### TASK
Looking at the data, count the lines where the word "main" occurs and answer with only the number.

### Saved entries
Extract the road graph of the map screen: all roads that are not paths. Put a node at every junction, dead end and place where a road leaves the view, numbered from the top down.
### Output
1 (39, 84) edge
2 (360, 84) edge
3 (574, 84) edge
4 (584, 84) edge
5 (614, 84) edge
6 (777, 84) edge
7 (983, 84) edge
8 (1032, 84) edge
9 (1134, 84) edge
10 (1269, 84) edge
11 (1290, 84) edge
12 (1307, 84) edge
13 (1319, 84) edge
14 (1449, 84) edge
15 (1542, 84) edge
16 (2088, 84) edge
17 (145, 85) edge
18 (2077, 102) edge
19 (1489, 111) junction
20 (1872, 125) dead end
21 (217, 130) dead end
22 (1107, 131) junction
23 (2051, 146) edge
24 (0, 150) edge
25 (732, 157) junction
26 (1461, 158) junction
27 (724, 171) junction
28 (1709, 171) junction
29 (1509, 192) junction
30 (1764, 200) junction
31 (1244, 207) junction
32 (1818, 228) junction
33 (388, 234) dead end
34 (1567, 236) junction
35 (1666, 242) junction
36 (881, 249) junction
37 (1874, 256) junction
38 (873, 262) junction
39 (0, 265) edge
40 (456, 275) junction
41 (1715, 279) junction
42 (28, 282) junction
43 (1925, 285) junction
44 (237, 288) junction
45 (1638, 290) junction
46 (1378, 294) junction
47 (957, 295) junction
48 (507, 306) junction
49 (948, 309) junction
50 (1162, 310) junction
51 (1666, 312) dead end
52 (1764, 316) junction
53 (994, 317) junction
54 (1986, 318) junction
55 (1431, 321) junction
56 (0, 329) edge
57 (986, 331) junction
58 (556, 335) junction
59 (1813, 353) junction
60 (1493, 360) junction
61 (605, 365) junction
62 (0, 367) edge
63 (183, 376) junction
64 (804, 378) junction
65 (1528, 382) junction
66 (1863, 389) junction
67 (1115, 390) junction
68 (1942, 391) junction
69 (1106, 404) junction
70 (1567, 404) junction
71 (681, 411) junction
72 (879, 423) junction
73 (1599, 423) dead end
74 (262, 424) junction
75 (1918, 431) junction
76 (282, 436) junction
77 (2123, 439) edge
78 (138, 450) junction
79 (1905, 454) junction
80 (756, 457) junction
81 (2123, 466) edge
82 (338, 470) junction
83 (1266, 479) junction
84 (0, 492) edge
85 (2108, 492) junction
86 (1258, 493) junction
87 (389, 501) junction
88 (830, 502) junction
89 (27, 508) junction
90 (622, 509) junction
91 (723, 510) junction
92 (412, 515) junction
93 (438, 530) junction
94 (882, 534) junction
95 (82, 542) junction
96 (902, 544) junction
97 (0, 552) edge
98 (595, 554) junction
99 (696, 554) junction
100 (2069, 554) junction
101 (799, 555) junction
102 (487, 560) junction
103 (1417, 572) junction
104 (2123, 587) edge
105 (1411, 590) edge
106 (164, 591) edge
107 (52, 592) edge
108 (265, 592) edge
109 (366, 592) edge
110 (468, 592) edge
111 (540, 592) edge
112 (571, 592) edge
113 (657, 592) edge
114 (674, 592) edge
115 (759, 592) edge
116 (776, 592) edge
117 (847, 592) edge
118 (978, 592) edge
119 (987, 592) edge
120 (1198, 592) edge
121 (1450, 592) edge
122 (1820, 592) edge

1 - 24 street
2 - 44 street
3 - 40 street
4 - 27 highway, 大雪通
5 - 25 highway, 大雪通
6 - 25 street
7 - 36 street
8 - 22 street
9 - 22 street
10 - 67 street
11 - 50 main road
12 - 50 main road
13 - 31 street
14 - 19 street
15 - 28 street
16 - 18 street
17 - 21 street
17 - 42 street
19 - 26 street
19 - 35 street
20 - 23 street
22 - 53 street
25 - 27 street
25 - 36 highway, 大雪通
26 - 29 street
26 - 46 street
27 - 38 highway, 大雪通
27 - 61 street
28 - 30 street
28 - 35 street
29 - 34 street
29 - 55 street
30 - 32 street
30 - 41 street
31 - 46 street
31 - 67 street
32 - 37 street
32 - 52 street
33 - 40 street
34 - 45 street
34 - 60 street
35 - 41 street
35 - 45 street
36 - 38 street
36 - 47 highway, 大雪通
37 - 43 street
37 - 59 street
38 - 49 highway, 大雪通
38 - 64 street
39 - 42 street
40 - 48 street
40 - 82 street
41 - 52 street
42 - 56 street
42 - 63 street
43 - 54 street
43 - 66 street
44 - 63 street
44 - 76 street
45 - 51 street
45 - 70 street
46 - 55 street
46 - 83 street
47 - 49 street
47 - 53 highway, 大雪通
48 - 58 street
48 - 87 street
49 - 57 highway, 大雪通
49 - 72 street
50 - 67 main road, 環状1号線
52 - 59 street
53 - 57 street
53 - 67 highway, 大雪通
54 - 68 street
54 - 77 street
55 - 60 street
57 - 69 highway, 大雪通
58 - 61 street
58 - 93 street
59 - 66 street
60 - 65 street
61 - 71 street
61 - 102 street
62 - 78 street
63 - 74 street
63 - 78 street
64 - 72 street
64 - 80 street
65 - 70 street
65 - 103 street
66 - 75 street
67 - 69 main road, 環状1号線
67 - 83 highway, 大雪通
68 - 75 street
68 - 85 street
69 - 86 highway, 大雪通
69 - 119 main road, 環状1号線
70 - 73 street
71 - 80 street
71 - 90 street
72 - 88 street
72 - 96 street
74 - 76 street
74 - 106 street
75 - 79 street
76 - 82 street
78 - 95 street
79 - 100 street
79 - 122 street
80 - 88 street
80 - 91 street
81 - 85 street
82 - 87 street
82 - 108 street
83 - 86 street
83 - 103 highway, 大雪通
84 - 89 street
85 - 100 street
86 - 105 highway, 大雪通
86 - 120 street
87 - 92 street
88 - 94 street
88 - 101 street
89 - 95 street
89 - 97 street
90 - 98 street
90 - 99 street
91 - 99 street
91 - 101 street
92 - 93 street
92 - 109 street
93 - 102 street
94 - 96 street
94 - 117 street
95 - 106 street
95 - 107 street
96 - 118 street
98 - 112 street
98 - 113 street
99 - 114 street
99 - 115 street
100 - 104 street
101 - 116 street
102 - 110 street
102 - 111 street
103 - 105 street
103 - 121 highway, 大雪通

### ANSWER SECTION
5